**Exercise requirements**:
The exercise asks you to copy every line below in which "Answer" appears.

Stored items
+ + + + +

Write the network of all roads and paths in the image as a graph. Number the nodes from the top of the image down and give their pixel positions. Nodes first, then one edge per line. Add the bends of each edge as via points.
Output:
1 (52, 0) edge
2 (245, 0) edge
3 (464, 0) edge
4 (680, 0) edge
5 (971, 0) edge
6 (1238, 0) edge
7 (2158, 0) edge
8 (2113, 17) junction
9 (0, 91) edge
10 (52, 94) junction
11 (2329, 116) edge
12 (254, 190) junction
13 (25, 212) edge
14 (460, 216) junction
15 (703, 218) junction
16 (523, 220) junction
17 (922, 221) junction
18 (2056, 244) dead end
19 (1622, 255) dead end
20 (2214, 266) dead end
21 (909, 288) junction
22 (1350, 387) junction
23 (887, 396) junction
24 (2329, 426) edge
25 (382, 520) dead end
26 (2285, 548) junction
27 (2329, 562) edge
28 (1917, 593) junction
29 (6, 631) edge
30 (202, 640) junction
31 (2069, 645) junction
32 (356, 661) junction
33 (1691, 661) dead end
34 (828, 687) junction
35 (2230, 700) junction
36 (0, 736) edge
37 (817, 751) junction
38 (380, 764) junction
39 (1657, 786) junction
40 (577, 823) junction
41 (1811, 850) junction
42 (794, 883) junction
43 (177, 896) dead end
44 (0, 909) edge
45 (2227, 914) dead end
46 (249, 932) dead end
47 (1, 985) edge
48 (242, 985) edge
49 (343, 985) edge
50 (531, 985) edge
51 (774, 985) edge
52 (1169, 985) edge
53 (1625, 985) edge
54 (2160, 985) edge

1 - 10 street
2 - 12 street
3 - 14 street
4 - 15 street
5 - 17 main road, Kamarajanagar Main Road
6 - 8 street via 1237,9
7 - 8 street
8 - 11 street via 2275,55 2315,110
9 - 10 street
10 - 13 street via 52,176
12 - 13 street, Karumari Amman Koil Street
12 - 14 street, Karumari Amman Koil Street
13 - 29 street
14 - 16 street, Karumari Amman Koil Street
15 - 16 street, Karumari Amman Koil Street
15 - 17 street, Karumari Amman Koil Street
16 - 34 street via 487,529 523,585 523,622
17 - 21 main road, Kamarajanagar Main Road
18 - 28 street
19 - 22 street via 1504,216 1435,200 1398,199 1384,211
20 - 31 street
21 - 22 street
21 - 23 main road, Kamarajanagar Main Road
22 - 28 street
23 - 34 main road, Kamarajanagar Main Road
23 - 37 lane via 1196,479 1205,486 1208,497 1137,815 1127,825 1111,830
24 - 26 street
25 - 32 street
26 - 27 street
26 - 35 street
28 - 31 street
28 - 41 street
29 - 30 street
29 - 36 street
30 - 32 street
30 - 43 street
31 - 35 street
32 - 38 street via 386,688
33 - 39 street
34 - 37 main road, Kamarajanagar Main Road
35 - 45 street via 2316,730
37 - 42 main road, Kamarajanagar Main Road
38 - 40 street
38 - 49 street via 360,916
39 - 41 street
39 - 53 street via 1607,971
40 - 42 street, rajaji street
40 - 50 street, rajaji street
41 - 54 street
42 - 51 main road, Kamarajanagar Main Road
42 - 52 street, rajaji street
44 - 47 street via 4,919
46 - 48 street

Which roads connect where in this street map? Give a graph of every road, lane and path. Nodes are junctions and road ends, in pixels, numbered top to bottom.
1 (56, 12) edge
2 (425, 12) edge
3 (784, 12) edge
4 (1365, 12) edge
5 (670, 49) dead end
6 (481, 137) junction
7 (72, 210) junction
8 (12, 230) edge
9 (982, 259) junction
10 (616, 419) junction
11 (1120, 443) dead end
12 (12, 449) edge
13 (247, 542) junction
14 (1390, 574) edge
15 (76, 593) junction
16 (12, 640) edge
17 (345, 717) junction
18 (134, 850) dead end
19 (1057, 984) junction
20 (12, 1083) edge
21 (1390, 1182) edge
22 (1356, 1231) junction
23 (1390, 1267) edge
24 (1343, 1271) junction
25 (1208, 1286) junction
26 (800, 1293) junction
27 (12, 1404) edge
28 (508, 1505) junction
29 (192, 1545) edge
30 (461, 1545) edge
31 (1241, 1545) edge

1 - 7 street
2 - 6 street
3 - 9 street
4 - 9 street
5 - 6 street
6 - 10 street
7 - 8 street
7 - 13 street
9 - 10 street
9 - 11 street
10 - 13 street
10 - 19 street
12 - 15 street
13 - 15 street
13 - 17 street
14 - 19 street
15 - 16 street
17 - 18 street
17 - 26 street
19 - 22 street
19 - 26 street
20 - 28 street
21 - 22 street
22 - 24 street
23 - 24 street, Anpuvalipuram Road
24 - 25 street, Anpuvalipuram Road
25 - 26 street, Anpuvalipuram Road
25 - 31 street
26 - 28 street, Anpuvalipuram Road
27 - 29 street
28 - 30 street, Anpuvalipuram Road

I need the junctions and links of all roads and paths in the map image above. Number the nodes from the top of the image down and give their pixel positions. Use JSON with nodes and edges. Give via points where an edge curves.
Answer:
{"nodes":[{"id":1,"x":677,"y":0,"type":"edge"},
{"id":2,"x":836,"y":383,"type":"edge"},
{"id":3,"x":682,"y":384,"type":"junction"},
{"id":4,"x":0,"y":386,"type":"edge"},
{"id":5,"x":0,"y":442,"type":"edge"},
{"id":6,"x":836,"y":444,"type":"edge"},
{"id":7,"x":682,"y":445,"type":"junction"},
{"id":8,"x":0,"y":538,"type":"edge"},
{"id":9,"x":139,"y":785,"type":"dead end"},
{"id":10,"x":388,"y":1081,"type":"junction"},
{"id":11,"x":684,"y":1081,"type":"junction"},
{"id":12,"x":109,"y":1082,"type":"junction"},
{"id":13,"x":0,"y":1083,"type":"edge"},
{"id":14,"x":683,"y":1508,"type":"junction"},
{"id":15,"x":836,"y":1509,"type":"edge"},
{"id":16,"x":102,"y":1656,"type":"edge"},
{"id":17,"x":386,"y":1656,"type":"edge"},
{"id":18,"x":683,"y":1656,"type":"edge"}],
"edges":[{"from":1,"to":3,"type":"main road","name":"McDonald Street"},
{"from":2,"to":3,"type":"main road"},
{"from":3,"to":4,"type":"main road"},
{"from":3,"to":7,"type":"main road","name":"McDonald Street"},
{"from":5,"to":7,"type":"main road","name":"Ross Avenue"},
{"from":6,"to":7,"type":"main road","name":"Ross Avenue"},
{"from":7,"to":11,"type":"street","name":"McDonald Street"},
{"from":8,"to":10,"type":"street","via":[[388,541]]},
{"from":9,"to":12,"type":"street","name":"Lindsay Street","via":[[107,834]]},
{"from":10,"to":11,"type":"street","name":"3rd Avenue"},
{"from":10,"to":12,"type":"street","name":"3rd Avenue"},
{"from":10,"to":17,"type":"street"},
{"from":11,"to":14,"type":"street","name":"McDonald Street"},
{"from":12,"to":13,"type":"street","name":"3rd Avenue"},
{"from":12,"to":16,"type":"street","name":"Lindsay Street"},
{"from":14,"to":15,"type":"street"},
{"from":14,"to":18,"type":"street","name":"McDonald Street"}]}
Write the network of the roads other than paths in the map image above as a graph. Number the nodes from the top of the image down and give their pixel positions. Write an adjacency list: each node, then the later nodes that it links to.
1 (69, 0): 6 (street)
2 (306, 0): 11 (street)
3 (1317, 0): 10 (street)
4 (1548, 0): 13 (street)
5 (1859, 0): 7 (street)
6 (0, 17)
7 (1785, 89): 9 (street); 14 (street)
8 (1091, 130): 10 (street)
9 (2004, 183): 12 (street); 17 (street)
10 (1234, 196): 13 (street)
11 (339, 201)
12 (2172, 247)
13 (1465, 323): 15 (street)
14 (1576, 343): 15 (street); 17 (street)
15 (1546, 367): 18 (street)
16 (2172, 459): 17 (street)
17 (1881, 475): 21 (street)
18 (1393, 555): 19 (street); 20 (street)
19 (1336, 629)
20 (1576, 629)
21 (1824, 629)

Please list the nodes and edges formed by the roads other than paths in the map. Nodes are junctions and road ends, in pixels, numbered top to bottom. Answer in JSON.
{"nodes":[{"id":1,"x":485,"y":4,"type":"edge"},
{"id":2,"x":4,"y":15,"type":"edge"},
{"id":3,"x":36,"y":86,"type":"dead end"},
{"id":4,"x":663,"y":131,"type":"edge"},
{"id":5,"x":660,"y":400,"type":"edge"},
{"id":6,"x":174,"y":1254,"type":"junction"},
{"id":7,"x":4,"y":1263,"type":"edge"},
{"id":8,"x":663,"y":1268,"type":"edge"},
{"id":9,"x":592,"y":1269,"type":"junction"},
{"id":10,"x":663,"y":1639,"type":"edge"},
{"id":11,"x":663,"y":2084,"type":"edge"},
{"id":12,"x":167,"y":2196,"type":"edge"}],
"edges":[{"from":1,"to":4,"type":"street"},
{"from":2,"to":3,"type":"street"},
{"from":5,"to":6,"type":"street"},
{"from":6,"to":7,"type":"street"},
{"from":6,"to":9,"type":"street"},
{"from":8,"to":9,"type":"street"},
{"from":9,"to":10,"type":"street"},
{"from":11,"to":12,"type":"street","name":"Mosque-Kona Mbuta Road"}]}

+ + + + +

**Task response**:
Answer:
Please list the nodes and edges formed by the roads other than paths in the map. Nodes are junctions and road ends, in pixels, numbered top to bottom. Answer in JSON.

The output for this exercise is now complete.